Please reproduce the entries below exactly, omitting any images they contain.

[Stored data entries]
--------------------

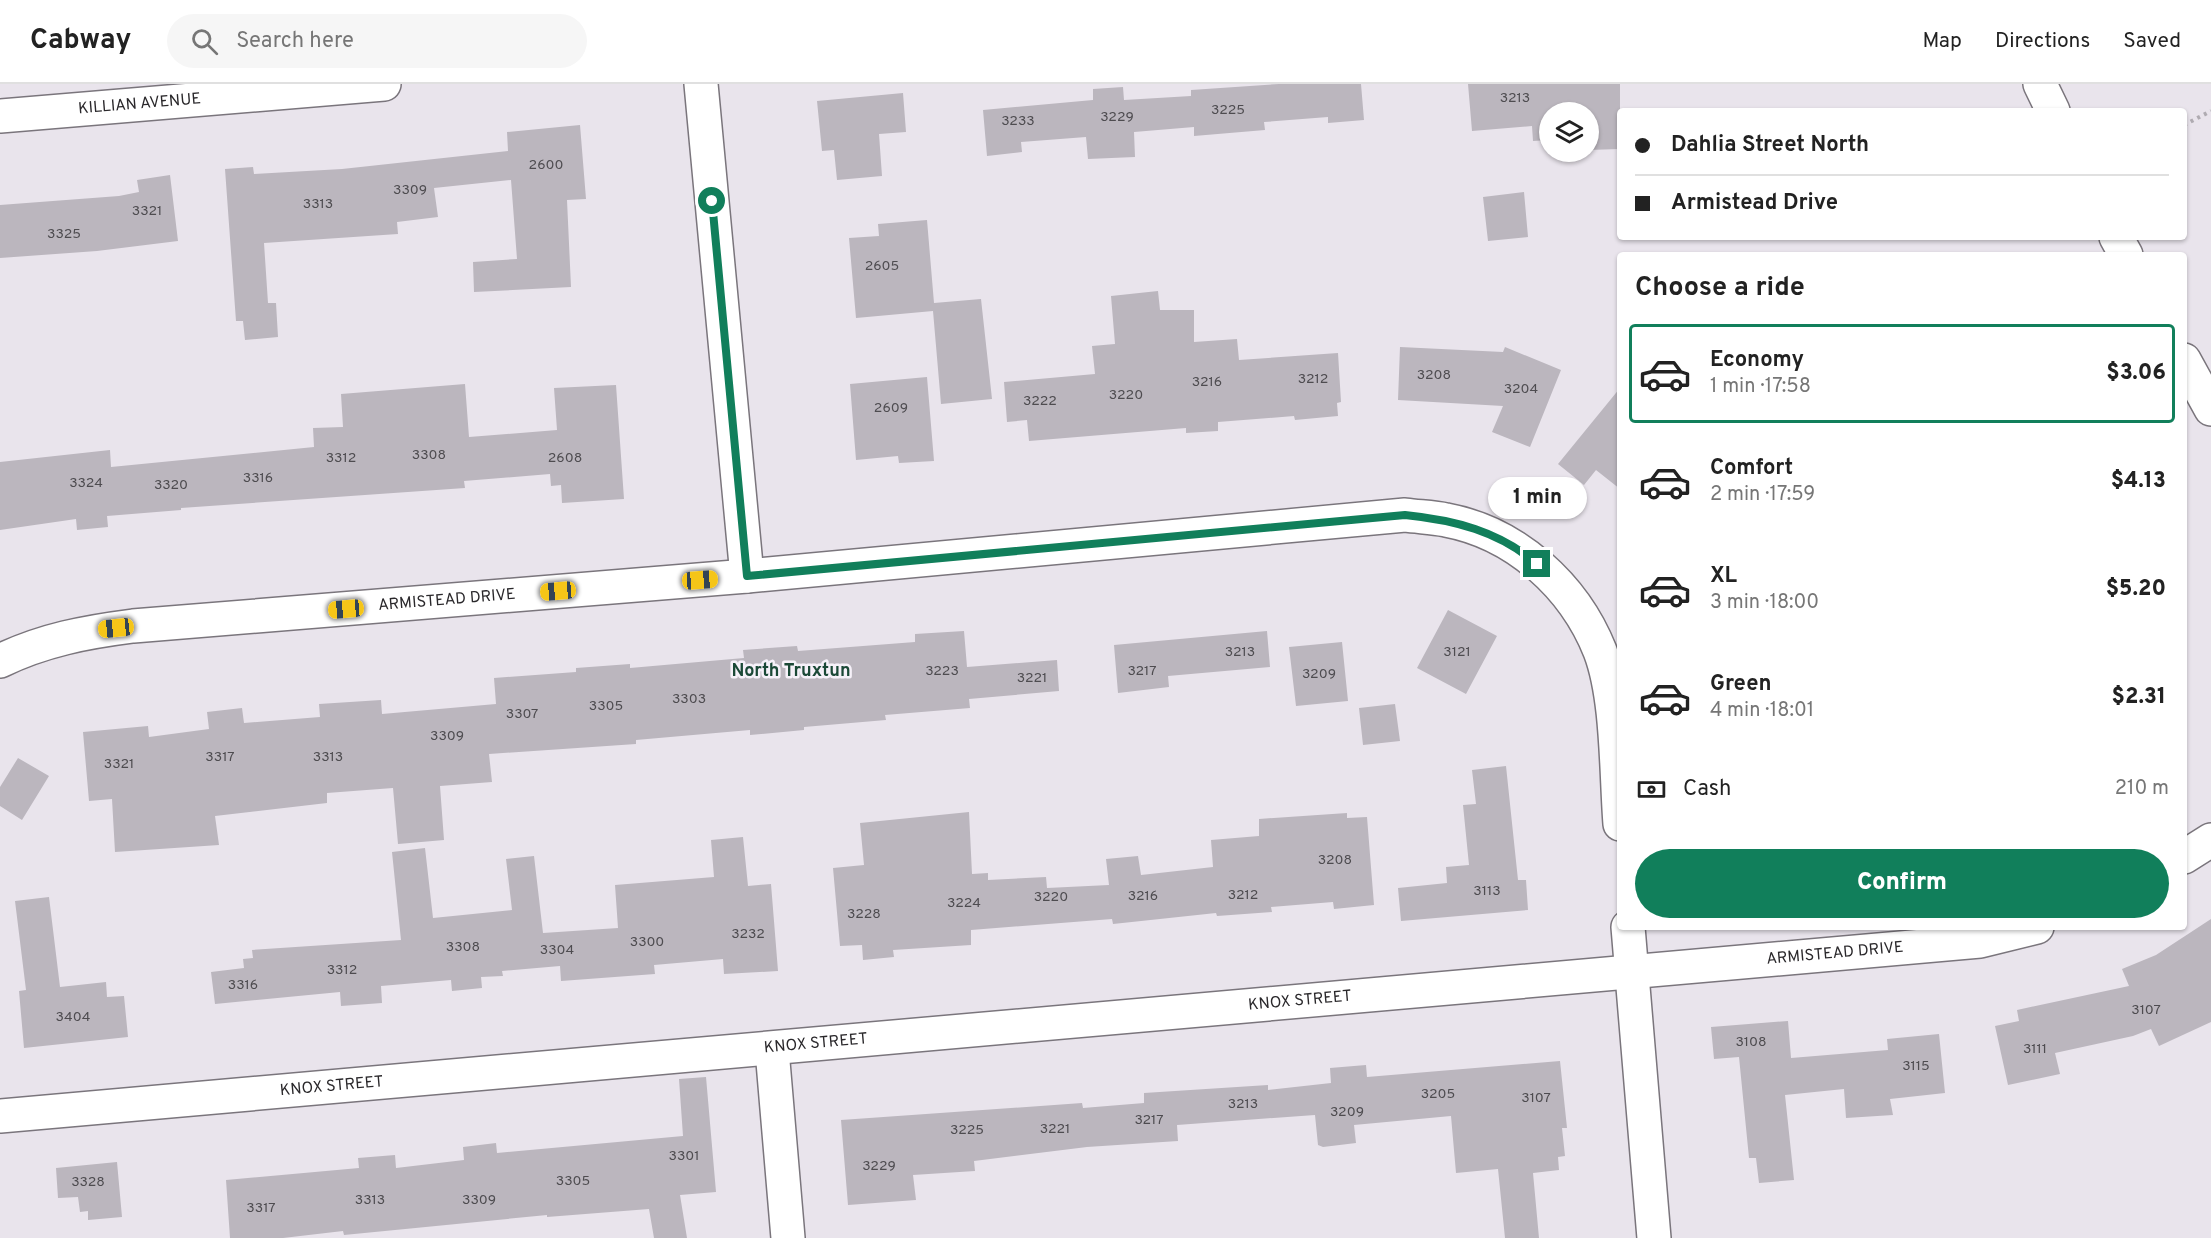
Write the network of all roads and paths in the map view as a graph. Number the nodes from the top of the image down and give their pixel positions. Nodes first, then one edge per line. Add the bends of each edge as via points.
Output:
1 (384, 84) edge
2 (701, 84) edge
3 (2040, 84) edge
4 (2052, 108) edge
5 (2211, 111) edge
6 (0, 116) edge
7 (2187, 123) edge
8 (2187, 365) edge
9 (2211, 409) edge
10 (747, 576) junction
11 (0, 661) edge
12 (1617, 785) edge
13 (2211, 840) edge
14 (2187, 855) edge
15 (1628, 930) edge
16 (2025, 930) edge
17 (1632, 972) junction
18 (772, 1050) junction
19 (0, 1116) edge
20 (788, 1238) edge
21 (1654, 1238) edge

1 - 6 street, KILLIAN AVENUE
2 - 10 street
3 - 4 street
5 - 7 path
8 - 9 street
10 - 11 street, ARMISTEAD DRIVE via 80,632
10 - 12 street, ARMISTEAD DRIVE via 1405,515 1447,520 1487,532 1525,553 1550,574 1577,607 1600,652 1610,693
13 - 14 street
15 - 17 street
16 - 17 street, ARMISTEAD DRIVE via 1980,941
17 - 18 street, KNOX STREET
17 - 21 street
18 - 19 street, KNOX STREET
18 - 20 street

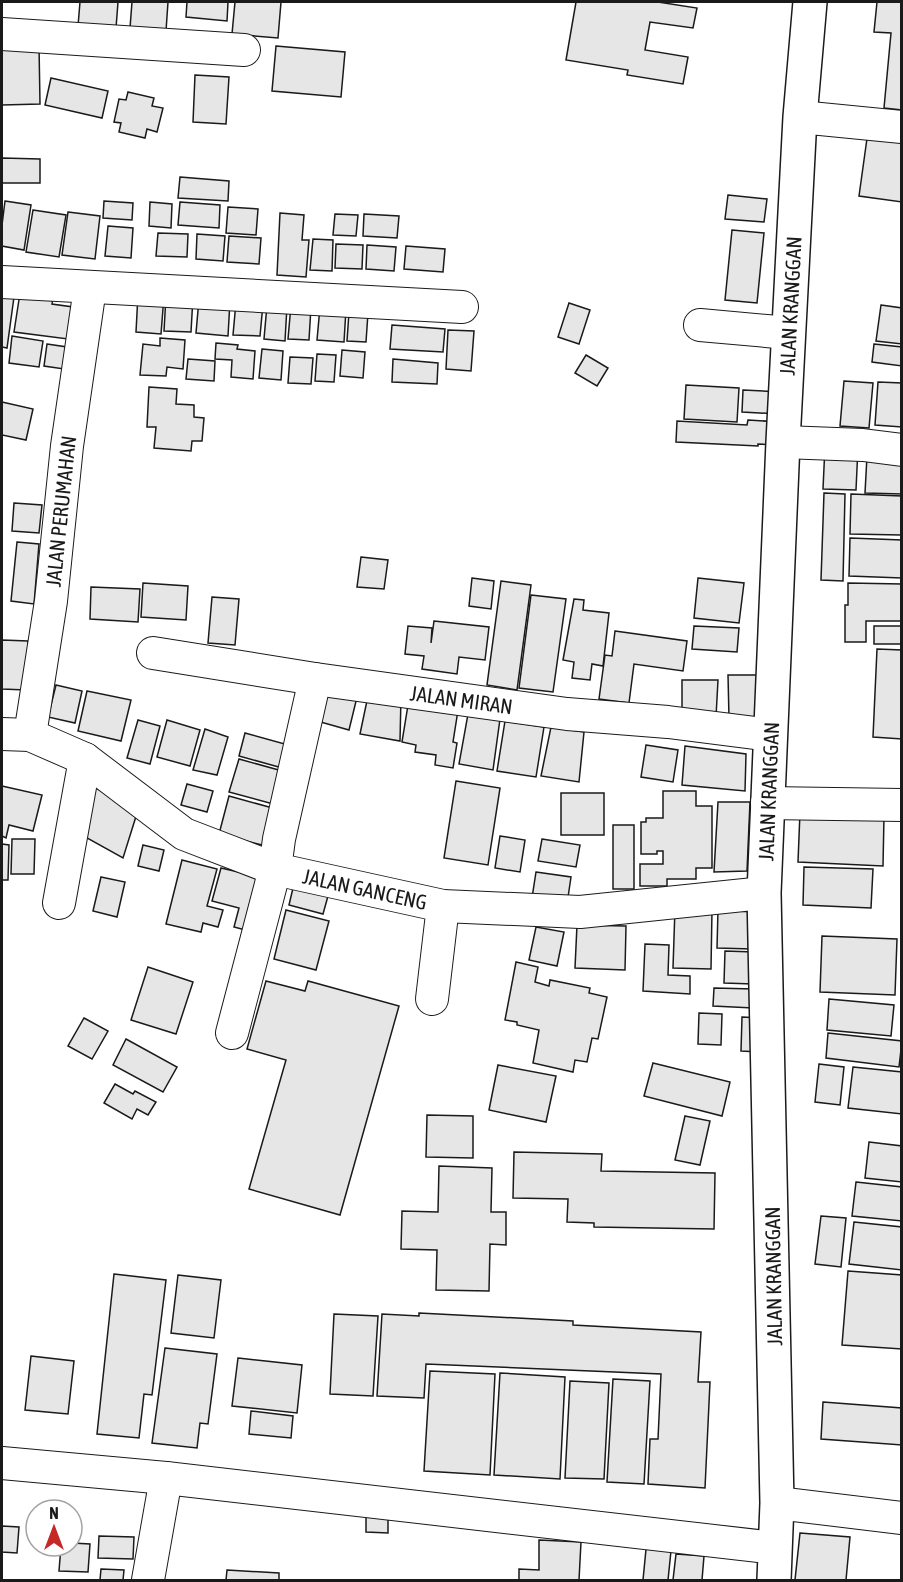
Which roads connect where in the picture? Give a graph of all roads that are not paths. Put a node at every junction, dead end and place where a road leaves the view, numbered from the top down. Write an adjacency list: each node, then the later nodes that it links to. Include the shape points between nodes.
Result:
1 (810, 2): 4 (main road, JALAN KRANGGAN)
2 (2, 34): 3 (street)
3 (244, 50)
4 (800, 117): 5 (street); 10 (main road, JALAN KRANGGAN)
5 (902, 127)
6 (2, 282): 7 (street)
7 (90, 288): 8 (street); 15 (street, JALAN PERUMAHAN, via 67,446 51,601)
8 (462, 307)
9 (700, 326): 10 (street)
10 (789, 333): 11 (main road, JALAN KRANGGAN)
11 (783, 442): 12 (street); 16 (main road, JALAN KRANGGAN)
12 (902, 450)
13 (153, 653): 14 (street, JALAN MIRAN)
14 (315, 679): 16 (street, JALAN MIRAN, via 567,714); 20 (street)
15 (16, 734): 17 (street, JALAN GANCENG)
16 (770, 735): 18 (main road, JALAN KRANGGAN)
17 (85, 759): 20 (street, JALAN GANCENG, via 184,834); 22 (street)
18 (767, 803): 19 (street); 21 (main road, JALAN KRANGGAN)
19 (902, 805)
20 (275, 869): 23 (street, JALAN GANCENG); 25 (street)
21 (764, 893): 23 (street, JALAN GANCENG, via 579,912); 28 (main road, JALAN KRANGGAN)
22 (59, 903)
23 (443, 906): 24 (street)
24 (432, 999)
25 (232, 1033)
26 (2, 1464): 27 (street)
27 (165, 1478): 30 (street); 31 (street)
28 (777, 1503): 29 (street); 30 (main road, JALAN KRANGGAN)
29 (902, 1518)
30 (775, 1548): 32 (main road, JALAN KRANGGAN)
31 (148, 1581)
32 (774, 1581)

--------------------

[Answer for this exercise]
Write the network of all roads and paths in the map view as a graph. Number the nodes from the top of the image down and give their pixel positions. Nodes first, then one edge per line. Add the bends of each edge as via points.
Output:
1 (384, 84) edge
2 (701, 84) edge
3 (2040, 84) edge
4 (2052, 108) edge
5 (2211, 111) edge
6 (0, 116) edge
7 (2187, 123) edge
8 (2187, 365) edge
9 (2211, 409) edge
10 (747, 576) junction
11 (0, 661) edge
12 (1617, 785) edge
13 (2211, 840) edge
14 (2187, 855) edge
15 (1628, 930) edge
16 (2025, 930) edge
17 (1632, 972) junction
18 (772, 1050) junction
19 (0, 1116) edge
20 (788, 1238) edge
21 (1654, 1238) edge

1 - 6 street, KILLIAN AVENUE
2 - 10 street
3 - 4 street
5 - 7 path
8 - 9 street
10 - 11 street, ARMISTEAD DRIVE via 80,632
10 - 12 street, ARMISTEAD DRIVE via 1405,515 1447,520 1487,532 1525,553 1550,574 1577,607 1600,652 1610,693
13 - 14 street
15 - 17 street
16 - 17 street, ARMISTEAD DRIVE via 1980,941
17 - 18 street, KNOX STREET
17 - 21 street
18 - 19 street, KNOX STREET
18 - 20 street

Which roads connect where in the picture? Give a graph of all roads that are not paths. Put a node at every junction, dead end and place where a road leaves the view, numbered from the top down. Write an adjacency list: each node, then the later nodes that it links to. Include the shape points between nodes.
Result:
1 (810, 2): 4 (main road, JALAN KRANGGAN)
2 (2, 34): 3 (street)
3 (244, 50)
4 (800, 117): 5 (street); 10 (main road, JALAN KRANGGAN)
5 (902, 127)
6 (2, 282): 7 (street)
7 (90, 288): 8 (street); 15 (street, JALAN PERUMAHAN, via 67,446 51,601)
8 (462, 307)
9 (700, 326): 10 (street)
10 (789, 333): 11 (main road, JALAN KRANGGAN)
11 (783, 442): 12 (street); 16 (main road, JALAN KRANGGAN)
12 (902, 450)
13 (153, 653): 14 (street, JALAN MIRAN)
14 (315, 679): 16 (street, JALAN MIRAN, via 567,714); 20 (street)
15 (16, 734): 17 (street, JALAN GANCENG)
16 (770, 735): 18 (main road, JALAN KRANGGAN)
17 (85, 759): 20 (street, JALAN GANCENG, via 184,834); 22 (street)
18 (767, 803): 19 (street); 21 (main road, JALAN KRANGGAN)
19 (902, 805)
20 (275, 869): 23 (street, JALAN GANCENG); 25 (street)
21 (764, 893): 23 (street, JALAN GANCENG, via 579,912); 28 (main road, JALAN KRANGGAN)
22 (59, 903)
23 (443, 906): 24 (street)
24 (432, 999)
25 (232, 1033)
26 (2, 1464): 27 (street)
27 (165, 1478): 30 (street); 31 (street)
28 (777, 1503): 29 (street); 30 (main road, JALAN KRANGGAN)
29 (902, 1518)
30 (775, 1548): 32 (main road, JALAN KRANGGAN)
31 (148, 1581)
32 (774, 1581)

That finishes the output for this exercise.